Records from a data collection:
---

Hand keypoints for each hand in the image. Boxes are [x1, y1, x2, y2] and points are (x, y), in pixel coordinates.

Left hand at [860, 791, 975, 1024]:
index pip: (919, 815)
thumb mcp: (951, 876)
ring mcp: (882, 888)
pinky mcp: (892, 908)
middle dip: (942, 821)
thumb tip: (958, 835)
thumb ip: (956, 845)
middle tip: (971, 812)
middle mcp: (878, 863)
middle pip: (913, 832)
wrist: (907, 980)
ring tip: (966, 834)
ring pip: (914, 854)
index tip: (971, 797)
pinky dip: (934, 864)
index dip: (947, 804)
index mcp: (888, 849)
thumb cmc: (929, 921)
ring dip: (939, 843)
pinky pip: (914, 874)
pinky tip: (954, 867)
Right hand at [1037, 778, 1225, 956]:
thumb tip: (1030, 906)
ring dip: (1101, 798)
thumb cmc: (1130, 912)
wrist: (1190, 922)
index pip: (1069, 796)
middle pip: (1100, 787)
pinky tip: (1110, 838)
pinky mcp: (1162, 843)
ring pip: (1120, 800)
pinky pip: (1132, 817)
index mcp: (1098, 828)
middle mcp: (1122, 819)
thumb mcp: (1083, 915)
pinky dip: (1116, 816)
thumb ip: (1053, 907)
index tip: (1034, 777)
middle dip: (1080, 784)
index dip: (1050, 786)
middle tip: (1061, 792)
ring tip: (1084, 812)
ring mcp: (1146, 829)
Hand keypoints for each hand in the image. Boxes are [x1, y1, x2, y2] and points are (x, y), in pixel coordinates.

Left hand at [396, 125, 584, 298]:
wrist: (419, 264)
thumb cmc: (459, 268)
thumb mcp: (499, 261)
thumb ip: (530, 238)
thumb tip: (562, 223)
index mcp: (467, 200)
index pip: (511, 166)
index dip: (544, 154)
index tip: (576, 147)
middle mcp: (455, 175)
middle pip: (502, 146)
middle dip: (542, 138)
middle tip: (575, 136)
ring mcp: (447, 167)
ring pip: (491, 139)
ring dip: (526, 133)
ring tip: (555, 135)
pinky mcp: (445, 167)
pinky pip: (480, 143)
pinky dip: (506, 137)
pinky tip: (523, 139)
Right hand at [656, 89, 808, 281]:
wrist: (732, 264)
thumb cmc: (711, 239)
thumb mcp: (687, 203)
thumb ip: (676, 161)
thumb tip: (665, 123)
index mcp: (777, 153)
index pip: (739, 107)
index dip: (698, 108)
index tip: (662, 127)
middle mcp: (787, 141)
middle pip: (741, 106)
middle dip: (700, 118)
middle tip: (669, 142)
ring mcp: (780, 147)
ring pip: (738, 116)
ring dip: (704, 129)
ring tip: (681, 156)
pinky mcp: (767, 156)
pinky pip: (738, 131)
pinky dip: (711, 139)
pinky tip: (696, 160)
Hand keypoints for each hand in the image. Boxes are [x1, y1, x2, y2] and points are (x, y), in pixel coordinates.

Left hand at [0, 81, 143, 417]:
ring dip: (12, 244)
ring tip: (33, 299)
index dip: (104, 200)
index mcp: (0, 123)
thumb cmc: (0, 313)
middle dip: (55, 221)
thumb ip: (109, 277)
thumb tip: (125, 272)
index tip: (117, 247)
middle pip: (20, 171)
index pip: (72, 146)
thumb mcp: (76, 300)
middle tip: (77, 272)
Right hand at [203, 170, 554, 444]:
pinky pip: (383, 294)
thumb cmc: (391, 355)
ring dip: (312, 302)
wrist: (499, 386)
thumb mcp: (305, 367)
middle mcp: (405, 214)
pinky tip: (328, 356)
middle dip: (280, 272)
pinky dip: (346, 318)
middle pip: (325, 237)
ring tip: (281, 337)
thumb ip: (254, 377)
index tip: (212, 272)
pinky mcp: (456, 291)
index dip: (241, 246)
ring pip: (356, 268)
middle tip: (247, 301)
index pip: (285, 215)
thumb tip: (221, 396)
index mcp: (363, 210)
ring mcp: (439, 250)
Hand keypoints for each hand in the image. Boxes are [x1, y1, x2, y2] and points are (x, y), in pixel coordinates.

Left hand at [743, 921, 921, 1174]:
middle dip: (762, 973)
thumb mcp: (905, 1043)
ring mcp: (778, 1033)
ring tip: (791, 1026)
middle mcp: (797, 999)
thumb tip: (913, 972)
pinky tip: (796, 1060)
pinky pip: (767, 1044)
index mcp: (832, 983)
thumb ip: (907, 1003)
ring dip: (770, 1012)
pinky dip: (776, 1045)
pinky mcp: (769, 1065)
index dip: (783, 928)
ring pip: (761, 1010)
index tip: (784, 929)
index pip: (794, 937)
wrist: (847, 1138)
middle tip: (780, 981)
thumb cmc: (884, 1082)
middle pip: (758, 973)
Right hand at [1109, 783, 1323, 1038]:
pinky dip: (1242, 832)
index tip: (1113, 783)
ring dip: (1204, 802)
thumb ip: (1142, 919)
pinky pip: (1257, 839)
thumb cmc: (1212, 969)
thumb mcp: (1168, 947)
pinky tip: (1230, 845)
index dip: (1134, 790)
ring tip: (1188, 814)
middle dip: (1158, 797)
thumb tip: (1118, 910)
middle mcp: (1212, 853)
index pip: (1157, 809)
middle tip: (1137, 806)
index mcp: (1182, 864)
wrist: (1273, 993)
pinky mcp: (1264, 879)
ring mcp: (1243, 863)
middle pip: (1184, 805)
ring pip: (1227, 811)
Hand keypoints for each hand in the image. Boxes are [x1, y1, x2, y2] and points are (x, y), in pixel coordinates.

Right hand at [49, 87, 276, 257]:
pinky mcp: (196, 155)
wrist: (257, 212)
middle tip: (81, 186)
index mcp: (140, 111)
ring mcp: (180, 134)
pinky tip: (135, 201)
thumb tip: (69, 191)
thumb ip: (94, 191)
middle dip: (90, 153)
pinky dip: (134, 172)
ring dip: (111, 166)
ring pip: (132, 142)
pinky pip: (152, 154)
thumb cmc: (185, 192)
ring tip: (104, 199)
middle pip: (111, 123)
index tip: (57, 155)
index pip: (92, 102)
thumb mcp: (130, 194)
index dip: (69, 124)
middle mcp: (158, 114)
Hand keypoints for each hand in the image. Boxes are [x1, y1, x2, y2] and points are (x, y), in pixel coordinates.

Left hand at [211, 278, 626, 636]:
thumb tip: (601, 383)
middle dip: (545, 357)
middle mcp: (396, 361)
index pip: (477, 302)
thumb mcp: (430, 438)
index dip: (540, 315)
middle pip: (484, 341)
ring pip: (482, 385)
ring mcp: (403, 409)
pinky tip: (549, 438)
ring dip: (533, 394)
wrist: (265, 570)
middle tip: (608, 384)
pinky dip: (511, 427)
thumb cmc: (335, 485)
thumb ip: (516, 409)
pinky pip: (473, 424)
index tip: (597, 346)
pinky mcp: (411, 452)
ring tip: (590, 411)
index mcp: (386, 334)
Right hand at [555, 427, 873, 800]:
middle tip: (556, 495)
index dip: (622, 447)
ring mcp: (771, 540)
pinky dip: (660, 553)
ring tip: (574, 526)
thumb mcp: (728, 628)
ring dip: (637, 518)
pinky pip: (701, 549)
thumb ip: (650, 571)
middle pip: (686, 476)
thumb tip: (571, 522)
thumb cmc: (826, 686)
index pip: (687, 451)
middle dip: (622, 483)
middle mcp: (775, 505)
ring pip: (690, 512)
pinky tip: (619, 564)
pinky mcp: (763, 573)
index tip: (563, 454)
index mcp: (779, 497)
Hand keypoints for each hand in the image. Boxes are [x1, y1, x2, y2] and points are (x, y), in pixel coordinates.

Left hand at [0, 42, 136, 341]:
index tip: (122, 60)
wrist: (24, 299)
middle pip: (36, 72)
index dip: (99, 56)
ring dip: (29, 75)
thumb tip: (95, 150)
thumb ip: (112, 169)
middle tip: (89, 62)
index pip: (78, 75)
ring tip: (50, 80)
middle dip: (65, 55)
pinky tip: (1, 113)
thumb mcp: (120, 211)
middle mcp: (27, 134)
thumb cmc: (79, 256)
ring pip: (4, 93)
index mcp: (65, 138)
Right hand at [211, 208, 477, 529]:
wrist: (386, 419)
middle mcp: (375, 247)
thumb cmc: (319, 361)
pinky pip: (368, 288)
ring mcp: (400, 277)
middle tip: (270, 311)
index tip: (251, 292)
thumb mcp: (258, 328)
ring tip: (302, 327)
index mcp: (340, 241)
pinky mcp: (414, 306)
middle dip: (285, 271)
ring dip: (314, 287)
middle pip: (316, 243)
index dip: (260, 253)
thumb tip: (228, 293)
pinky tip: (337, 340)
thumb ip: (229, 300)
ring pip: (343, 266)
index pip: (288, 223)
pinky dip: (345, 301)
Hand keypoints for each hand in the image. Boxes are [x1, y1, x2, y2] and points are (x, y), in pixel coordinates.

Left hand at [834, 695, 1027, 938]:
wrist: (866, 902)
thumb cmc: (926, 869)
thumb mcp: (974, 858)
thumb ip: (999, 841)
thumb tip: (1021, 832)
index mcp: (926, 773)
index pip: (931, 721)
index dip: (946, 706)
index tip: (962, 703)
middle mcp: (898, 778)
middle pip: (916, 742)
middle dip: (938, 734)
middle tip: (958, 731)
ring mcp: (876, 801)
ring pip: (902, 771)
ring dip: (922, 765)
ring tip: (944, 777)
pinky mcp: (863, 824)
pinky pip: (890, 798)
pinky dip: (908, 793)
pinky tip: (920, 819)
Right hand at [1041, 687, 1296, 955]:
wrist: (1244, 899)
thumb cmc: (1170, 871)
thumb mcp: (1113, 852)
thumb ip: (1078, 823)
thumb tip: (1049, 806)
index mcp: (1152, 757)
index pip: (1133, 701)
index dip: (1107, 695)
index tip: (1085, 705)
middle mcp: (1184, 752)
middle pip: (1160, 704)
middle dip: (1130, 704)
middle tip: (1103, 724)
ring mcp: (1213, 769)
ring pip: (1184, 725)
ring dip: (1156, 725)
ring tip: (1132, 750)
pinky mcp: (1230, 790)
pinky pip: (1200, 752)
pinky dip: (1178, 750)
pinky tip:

---

Brief:
What lines above hold the word "Right"? Pull each one out.

Expected answer:
Right hand at [1037, 778, 1225, 956]:
Right hand at [656, 89, 808, 281]:
Right hand at [203, 170, 554, 444]:
Right hand at [1109, 783, 1323, 1038]:
Right hand at [49, 87, 276, 257]:
Right hand at [555, 427, 873, 800]:
Right hand at [211, 208, 477, 529]:
Right hand at [1041, 687, 1296, 955]:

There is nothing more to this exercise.